The church is accompanied by the bell tower which, as was discovered in recent times following a renovation, was born in the fifteenth century as a lookout tower, evidently part of a more complex defensive system, and was subsequently transformed into a bell tower. It is very similar to that of the church of Saints Peter and Paul in Soligo (Farra di Soligo).

==== Sanctuary of the Madonna del Carmine ====
In the Visnà area there is the sanctuary of the Madonna del Carmine, consecrated in 1824 and has always been a destination for devout pilgrimages. The church of San Pietro (1300) was the original archpriest's church of Miane; it remained for years in a state of abandonment until it was restored.

==== The legend of the "Capitel Vecio" ====
A legendary place is the "Capitel Vecio": it is said that, perhaps in 1100, the Madonna appeared to a group of shepherds asking them to build a small temple; this would have been the original nucleus of the subsequent Arcipretale, nucleus which was recognized in a chapel whose dating, however, remains problematic, since it seems that the frescoes decorating the walls are prior to the Marian statuette sculpted by a shepherd immediately after the apparition. Furthermore, subsequent pictorial superimpositions have only increased the confusion around the time of origin of the temple, however amplifying the aura of charm, suggestion and mystery that surrounds it.

=== Civil architecture ===
==== Villa Gera Minucci Bellati ====
In front of the parish church of Campea there is a noble villa with simple and elegant lines, Villa Gera Minucci Bellati, rich in furnishings and works of art and the Villa Bellati also dates back to the seventeenth century, located on the hill overlooking the town of Premaor.

=== Natural areas ===
In the Casera Faganello area there is a large Fraxinus excelsior, whose circumference is 3.8 metres, for a height of 26; it is classified in the list of approximately 22,000 Italian monumental trees protected by the forestry guard and one of the 16 located in the province of Treviso.
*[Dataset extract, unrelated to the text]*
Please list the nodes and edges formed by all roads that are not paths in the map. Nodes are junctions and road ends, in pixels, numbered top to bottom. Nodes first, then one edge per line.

== Infrastructure and transport ==
Miane is connected to the center of Valdobbiadene by the MOM bus line n.121: Valdobbiadene, Miane, Follina, Cison di Valmarino.
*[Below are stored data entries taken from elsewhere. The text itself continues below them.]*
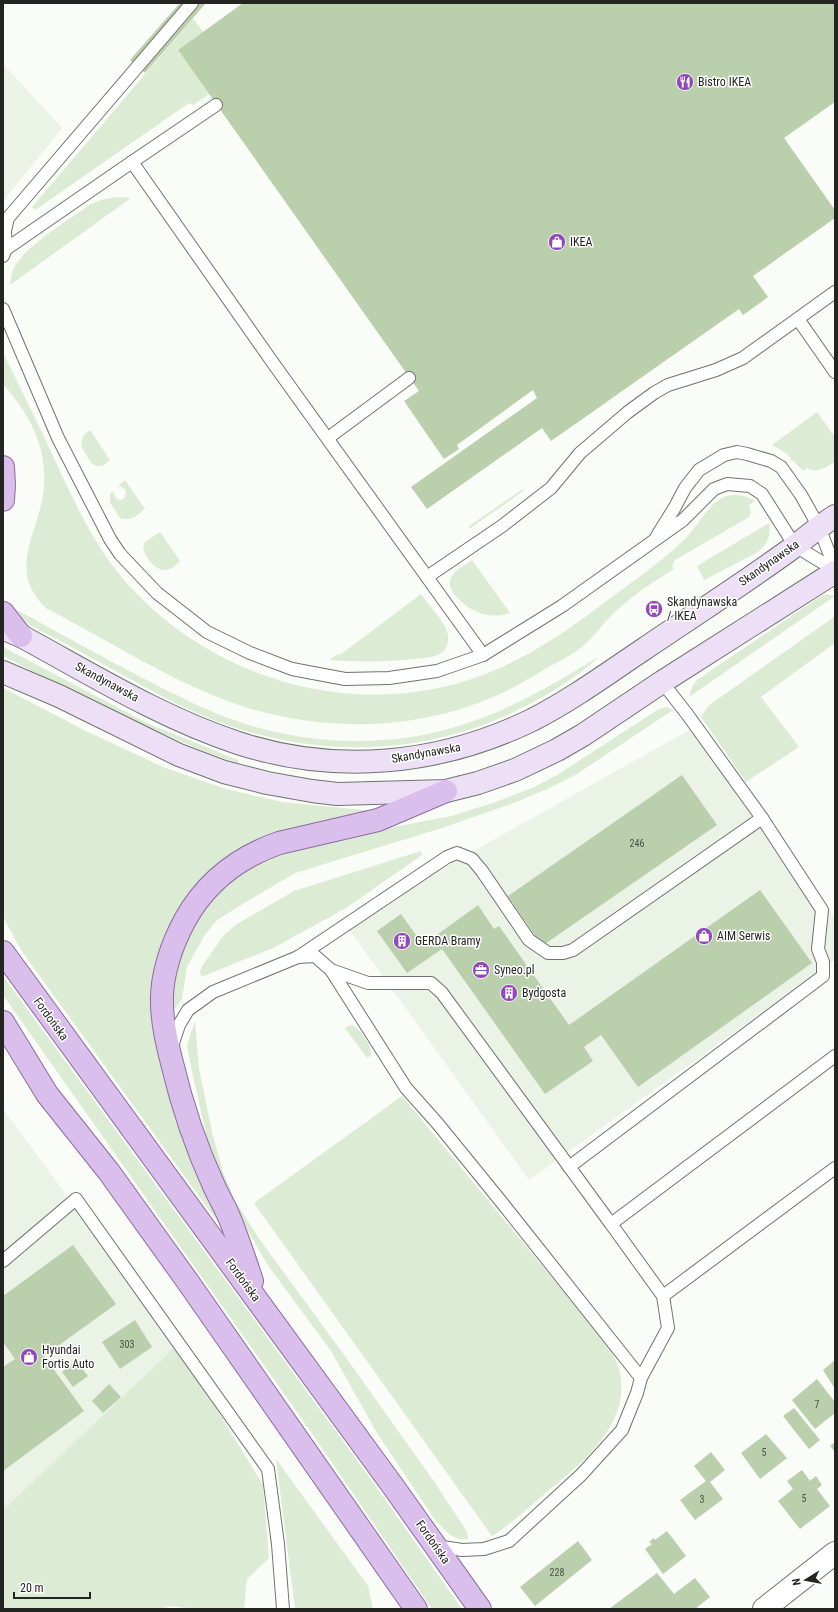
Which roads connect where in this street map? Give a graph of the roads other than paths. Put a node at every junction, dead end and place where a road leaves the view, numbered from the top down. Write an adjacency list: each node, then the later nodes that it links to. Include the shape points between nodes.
1 (192, 3): 4 (lane, via 8,218)
2 (216, 105): 3 (lane)
3 (132, 162): 4 (lane); 10 (lane)
4 (5, 252)
5 (835, 292): 7 (lane)
6 (3, 309): 20 (lane, via 58,438 110,539 120,554 157,592 207,632 250,653 292,669 345,679 388,678 437,671)
7 (798, 319): 8 (lane); 17 (lane, via 743,358 716,370 668,385 654,393 580,453 551,488 502,526)
8 (835, 372)
9 (409, 378): 10 (lane)
10 (328, 438): 17 (lane)
11 (3, 467): 12 (main road)
12 (3, 500)
13 (827, 521): 14 (lane, via 801,495 780,467 761,457 737,452 724,455 699,470 685,488); 15 (street, Skandynawska); 16 (lane)
14 (654, 541): 15 (lane, via 683,520 714,488 727,484 741,484 750,486 762,494); 20 (lane, via 562,606)
15 (795, 546): 16 (lane); 19 (street, Skandynawska, via 574,696 534,719 471,745 411,759 332,762 285,755 237,743 154,707)
16 (835, 570): 22 (street)
17 (427, 577): 20 (lane)
18 (3, 613): 19 (main road)
19 (12, 632)
20 (483, 655)
21 (3, 672): 23 (street, via 59,696 179,755 224,772 267,783 337,794)
22 (662, 682): 23 (street, via 583,735 536,760 497,777); 24 (lane)
23 (446, 792): 30 (main road, via 378,820 304,836 265,848 227,870 213,883 188,914 168,960 162,1002)
24 (762, 818): 26 (lane, via 572,950 563,953 548,953 529,940 482,871 472,859 457,853); 33 (lane, via 822,910 818,949 823,962 823,976)
25 (3, 952): 38 (main road, Fordońska)
26 (298, 957): 27 (lane, via 315,956); 30 (lane, via 225,986 193,1006 179,1025)
27 (331, 970): 33 (lane, via 368,982 431,983 442,993); 39 (lane, via 406,1088 503,1204)
28 (3, 1022): 32 (main road)
29 (3, 1051): 32 (main road)
30 (169, 1053): 38 (main road, via 190,1126 213,1185 229,1217)
31 (835, 1056): 35 (lane)
32 (47, 1094): 43 (main road, via 109,1172 188,1282)
33 (569, 1167): 35 (lane)
34 (835, 1168): 37 (lane)
35 (611, 1224): 37 (lane)
36 (3, 1261): 42 (lane, via 76,1199 268,1469)
37 (663, 1296): 39 (lane, via 668,1328)
38 (261, 1305): 40 (main road, Fordońska)
39 (641, 1378): 40 (lane, via 622,1430 581,1475 509,1541 484,1549 462,1550)
40 (436, 1546): 44 (main road, Fordońska)
41 (835, 1553): 45 (street)
42 (283, 1609)
43 (416, 1609)
44 (480, 1609)
45 (764, 1609)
==Foreign ethnic groups and minorities==
As of 31 December 2022, there were 294 foreigners resident in the municipality, or 9.4% of the population. Below are the most significant groups:

1. Morocco
2. North Macedonia
3. Romania
4. Kosovo
5. Brazil
6. Senegal
7. Albania

==Economy==
Agriculture is still practiced: vines, orchards, cereals, fodder and vegetables are grown. Breeding is also practiced, especially of cattle, pigs and poultry. The industries present operate in the textile, mechanical, food and clothing sectors, alongside companies involved in woodworking and dairy production. In relation to tertiary activities, the commercial network satisfies the needs of the community.

== Culture ==
=== Events ===
- January: Feast of Saint Anthony the Abbot (Vergoman);
- April: Prosecco D.O.C. Wine Exhibition (Miane);
- May: "È Verdiso", Exhibition of Verdiso wine (Combai);
- June: Alpini Festival at the "Posa Puner" refuge;
- July: Feast of the "Madonna del Carmine" (Miane);
- August: San Rocco Festival (Miane)
- September: Alpine huts in Miane;
- October: Chestnut Festival (Combai);
- November: Feast of San Martino (Premaor); Choral Review (Miane);
- December: Feast of St. Andrew (Campea);
- Every two years (odd years): International Festival of Music and dance, organized by "AltaMarca Festival": international festival of music and folklore;
- Every Wednesday: weekly market (Miane).

Since 2002, Miane, thanks to the production of the renowned "Prosecco" and the typical "Verdiso", has been part of the National Association of Wine Cities.

The Municipality of Miane is part of the "central area" Prosecco Hills of Conegliano and Valdobbiadene, included in the list of World Heritage Sites of UNESCO in 2019.

==Notable people==
- Marco Casagrande (Miane, 1804 – Cison di Valmarino, 1880), sculptor.